* Data records
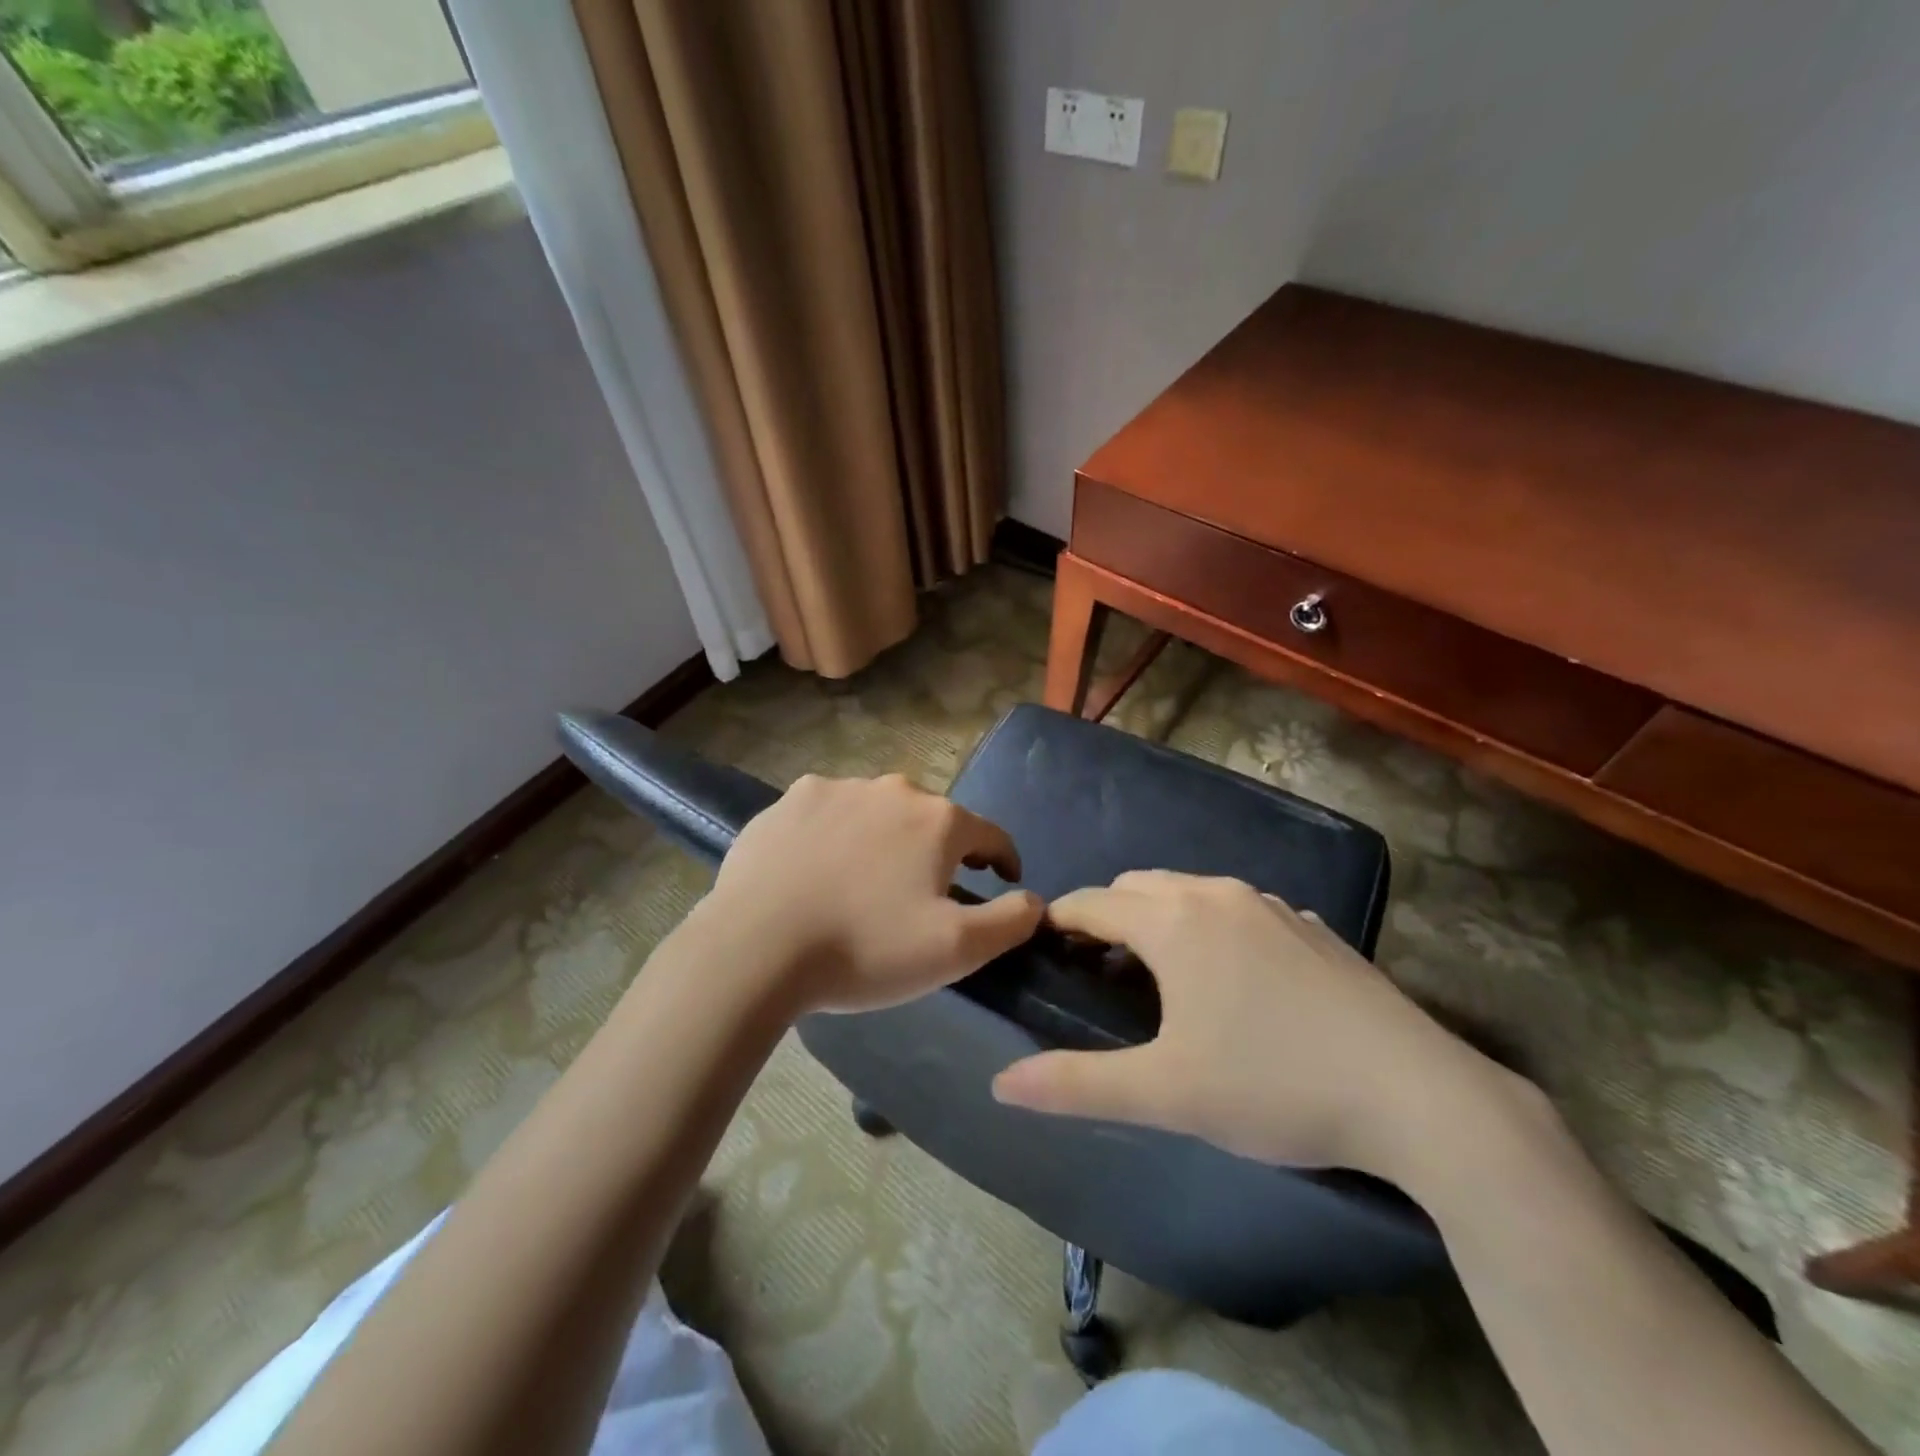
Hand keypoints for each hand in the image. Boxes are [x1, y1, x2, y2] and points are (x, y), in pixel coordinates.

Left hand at [700, 773, 1043, 1014]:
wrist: (756, 947)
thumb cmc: (865, 948)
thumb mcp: (955, 950)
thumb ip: (1010, 921)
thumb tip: (1035, 900)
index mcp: (937, 820)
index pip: (991, 834)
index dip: (1004, 859)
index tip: (1005, 881)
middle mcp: (891, 789)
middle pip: (931, 820)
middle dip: (939, 852)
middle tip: (925, 894)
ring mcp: (834, 788)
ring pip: (877, 813)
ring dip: (885, 840)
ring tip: (867, 884)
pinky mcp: (787, 801)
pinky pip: (828, 815)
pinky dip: (835, 837)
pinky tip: (819, 870)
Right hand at [991, 870, 1519, 1181]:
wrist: (1418, 1096)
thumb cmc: (1273, 1086)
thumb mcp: (1166, 1094)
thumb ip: (1076, 1085)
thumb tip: (1001, 1084)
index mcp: (1174, 921)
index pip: (1092, 903)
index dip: (1059, 920)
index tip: (1041, 945)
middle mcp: (1218, 895)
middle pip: (1138, 886)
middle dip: (1107, 915)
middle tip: (1095, 969)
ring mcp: (1271, 905)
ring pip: (1190, 891)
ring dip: (1159, 917)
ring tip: (1158, 972)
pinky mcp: (1311, 927)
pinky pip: (1239, 909)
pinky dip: (1211, 926)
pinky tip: (1232, 978)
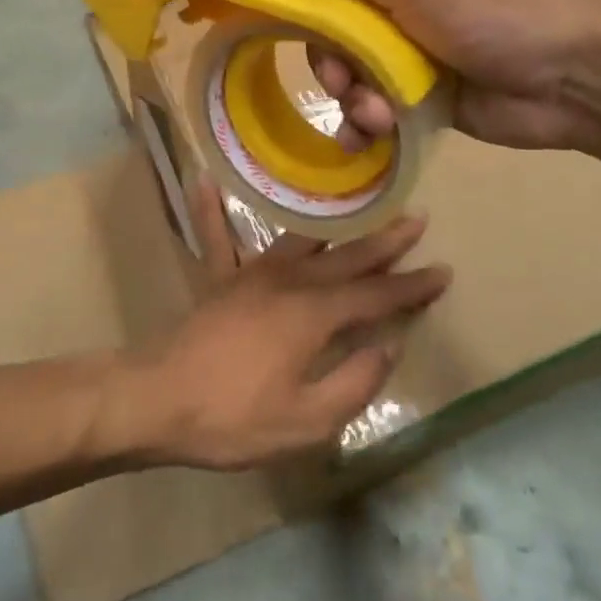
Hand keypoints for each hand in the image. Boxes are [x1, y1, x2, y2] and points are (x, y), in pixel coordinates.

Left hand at [121, 181, 449, 469]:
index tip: (443, 271)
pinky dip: (210, 210)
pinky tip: (202, 178)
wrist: (157, 401)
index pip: (375, 296)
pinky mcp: (217, 280)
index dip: (411, 286)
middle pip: (346, 257)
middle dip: (385, 241)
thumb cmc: (234, 418)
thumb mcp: (306, 422)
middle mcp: (287, 281)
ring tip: (356, 200)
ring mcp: (249, 274)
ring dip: (333, 222)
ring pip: (300, 239)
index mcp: (312, 314)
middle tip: (417, 217)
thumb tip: (387, 347)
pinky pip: (215, 237)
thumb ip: (353, 383)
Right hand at [207, 0, 600, 150]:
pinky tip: (380, 128)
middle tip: (326, 63)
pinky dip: (366, 115)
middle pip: (319, 5)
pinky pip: (366, 97)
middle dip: (316, 41)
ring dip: (347, 87)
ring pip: (339, 60)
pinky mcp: (416, 86)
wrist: (579, 80)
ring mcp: (405, 38)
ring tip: (375, 106)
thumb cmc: (501, 10)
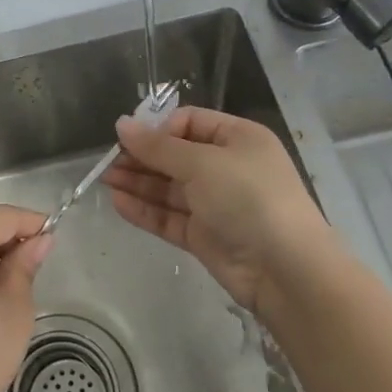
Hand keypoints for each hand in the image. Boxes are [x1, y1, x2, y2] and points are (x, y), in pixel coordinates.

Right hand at [104, 106, 333, 316]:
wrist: (286, 270)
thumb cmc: (248, 198)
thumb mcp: (202, 163)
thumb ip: (158, 146)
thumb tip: (121, 124)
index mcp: (237, 139)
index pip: (190, 122)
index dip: (159, 128)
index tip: (129, 137)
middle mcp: (227, 167)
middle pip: (176, 155)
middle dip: (142, 156)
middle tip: (109, 160)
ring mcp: (216, 204)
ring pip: (169, 187)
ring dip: (138, 182)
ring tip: (105, 178)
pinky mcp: (205, 235)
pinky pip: (170, 216)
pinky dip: (145, 209)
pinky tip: (118, 202)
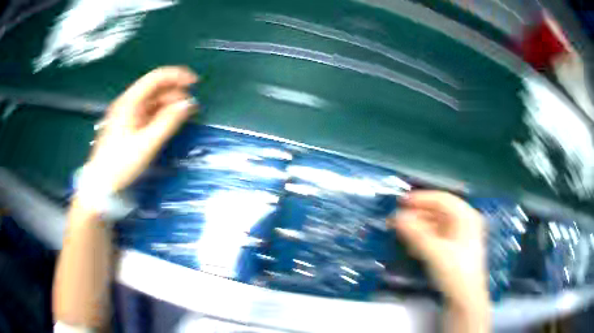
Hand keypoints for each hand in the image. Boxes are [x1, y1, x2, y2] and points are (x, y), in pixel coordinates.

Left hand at [86, 66, 197, 192]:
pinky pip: (147, 112)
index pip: (156, 78)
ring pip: (152, 100)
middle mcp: (127, 103)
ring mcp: (126, 113)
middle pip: (154, 88)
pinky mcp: (127, 124)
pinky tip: (167, 122)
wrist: (101, 184)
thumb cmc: (121, 164)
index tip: (194, 83)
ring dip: (168, 104)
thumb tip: (187, 104)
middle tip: (188, 108)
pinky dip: (160, 114)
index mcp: (129, 102)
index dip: (177, 76)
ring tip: (181, 116)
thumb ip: (168, 122)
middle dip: (174, 93)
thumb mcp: (146, 144)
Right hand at [387, 191, 487, 306]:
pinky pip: (436, 238)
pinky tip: (410, 245)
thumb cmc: (455, 272)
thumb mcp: (435, 252)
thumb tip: (397, 217)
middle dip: (417, 215)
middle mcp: (464, 223)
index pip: (442, 199)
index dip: (421, 198)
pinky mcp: (453, 251)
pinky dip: (422, 239)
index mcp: (466, 217)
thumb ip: (416, 233)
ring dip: (417, 228)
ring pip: (436, 226)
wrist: (464, 300)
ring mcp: (459, 238)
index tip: (400, 202)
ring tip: (399, 232)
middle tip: (396, 220)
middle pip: (438, 212)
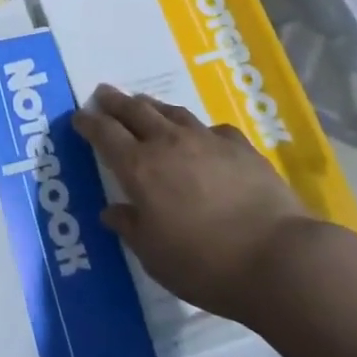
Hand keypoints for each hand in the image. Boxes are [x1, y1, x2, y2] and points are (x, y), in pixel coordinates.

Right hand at [74, 85, 311, 321]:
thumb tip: (112, 211)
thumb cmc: (205, 264)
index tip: (79, 117)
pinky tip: (201, 136)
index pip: (105, 134)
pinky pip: (210, 128)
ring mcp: (206, 140)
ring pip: (171, 112)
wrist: (277, 257)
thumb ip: (131, 228)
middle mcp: (168, 144)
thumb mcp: (155, 256)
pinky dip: (196, 128)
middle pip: (134, 111)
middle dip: (115, 101)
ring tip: (143, 103)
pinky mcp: (239, 146)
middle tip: (103, 93)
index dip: (89, 123)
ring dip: (151, 106)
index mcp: (139, 168)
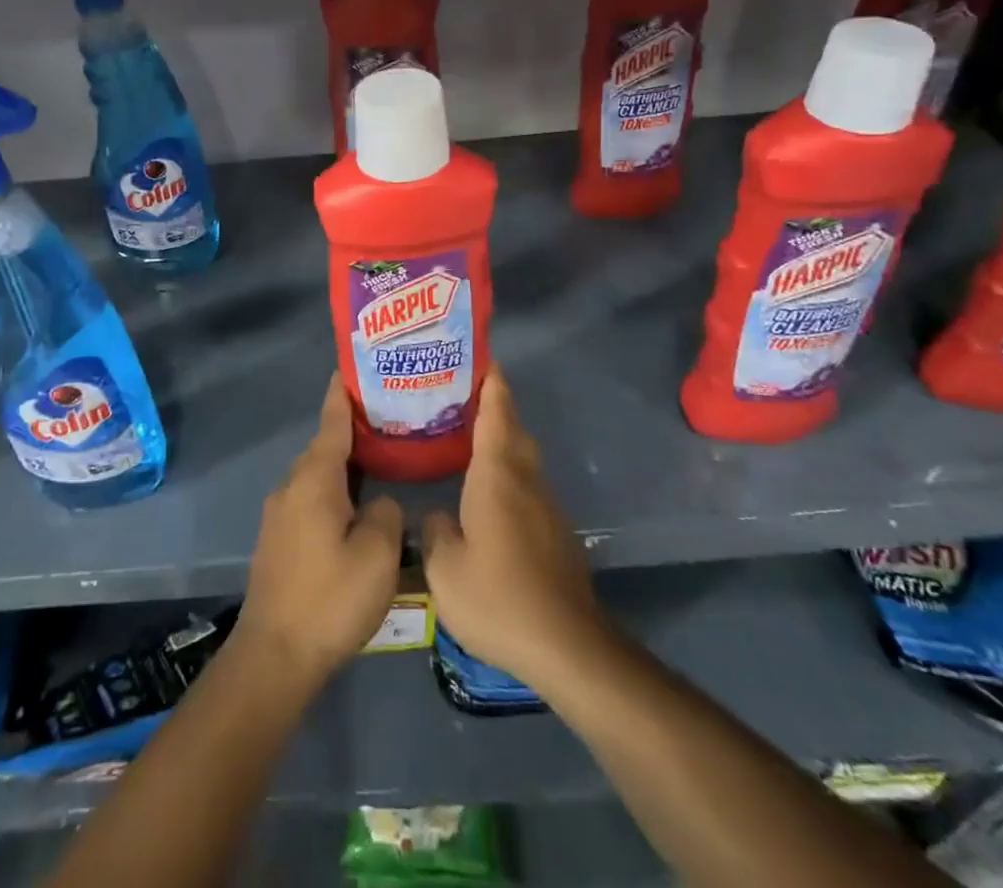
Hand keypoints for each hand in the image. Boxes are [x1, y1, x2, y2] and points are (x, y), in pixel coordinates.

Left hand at [234, 374, 403, 691]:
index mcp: (314, 479)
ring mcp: (281, 513)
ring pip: (319, 476)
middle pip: (326, 446)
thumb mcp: (378, 555)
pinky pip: (312, 498)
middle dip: (355, 430)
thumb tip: (380, 503)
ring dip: (347, 465)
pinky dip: (337, 491)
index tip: (354, 367)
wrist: (274, 655)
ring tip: (383, 459)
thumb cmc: (330, 599)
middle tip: (393, 419)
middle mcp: (292, 486)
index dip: (344, 393)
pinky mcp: (280, 539)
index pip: (332, 421)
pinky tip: (360, 507)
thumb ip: (387, 513)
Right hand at [422, 366, 604, 689]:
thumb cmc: (499, 597)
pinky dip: (508, 472)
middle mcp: (525, 480)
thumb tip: (439, 515)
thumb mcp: (445, 569)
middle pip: (513, 429)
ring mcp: (545, 507)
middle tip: (462, 393)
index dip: (490, 382)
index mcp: (497, 475)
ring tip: (469, 437)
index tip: (481, 357)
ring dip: (502, 439)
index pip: (496, 413)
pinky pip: (527, 486)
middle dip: (494, 405)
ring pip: (523, 458)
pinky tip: (488, 494)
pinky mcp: (555, 533)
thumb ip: (435, 532)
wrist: (567, 646)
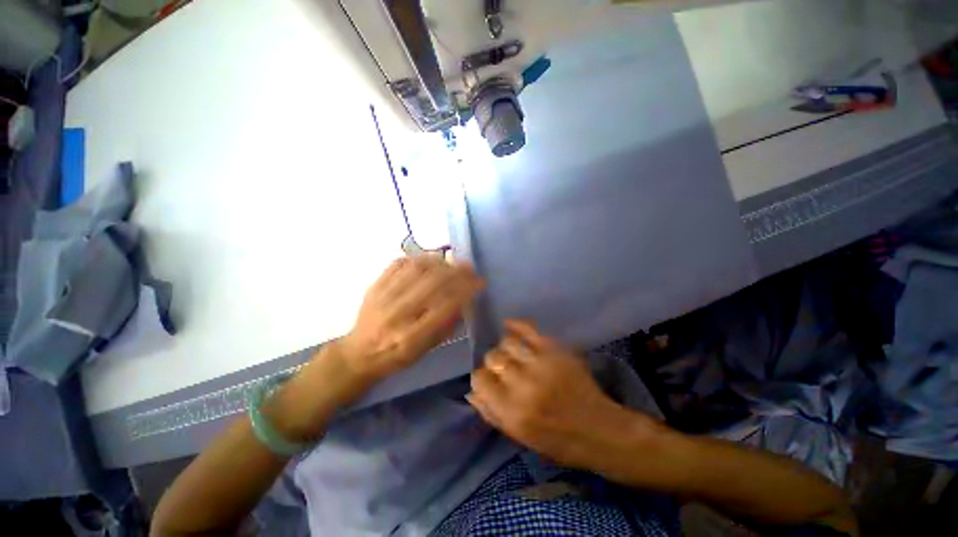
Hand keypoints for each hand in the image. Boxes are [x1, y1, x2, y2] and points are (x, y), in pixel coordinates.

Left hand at [339, 255, 483, 383]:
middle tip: (471, 268)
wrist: (358, 353)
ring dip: (441, 262)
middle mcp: (396, 314)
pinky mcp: (374, 285)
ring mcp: (382, 297)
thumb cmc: (396, 357)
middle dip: (457, 272)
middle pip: (433, 283)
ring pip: (417, 269)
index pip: (445, 306)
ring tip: (453, 263)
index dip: (466, 290)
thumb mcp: (425, 350)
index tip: (480, 282)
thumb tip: (465, 300)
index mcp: (411, 337)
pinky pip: (399, 263)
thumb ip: (446, 325)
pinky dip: (419, 258)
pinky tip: (431, 260)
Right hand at [469, 320, 663, 471]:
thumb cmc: (557, 440)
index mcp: (512, 411)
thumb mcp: (519, 437)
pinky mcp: (555, 350)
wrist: (599, 429)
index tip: (489, 381)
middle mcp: (523, 384)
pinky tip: (509, 325)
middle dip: (494, 363)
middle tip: (503, 370)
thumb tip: (471, 392)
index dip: (481, 378)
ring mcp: (541, 363)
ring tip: (512, 355)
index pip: (480, 379)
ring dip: (506, 348)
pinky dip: (516, 325)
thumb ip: (491, 413)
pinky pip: (528, 329)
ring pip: (507, 342)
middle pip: (493, 357)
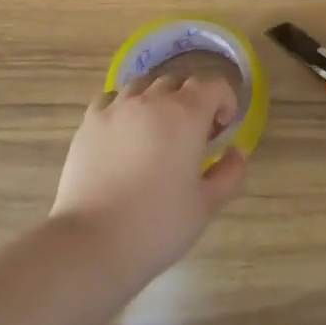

* About this exercise
Set the pictures aside and reproduce exactly the lines above, from the line holding "thumb mcp: (155, 256)" through the line holding "pinky mcp: (280, 539)", both included, with nothing else.

* Exercise result
thumb mcp: (155, 256)
pinky dip: (196, 128)
middle pip: (134, 111)
middle dip: (115, 101)
ring tip: (143, 103)
pinky mcp: (239, 146)
middle tip: (103, 93)
index dip: (89, 123)
ring dip: (151, 106)
index mcp: (139, 168)
Hand keypoints for each hand in the image. Boxes are [x1, y1, x2, y2] and points are (x, y), in pixel coordinates.

Left hand at [234, 374, 403, 691]:
index mcp: (314, 479)
ring mcp: (281, 513)
ring pip: (319, 476)
middle pip: (326, 446)
thumb mcp: (378, 555)
pinky pip: (312, 498)
middle dip: (355, 430)
thumb tip: (380, 503)
ring dip: (347, 465)
pinky dip: (337, 491)
index tip: (354, 367)
wrist: (274, 655)
ring tip: (383, 459)
thumb cmc: (330, 599)
middle tip: (393, 419)
middle mcp: (292, 486)
index dip: (344, 393)
pinky mcp: (280, 539)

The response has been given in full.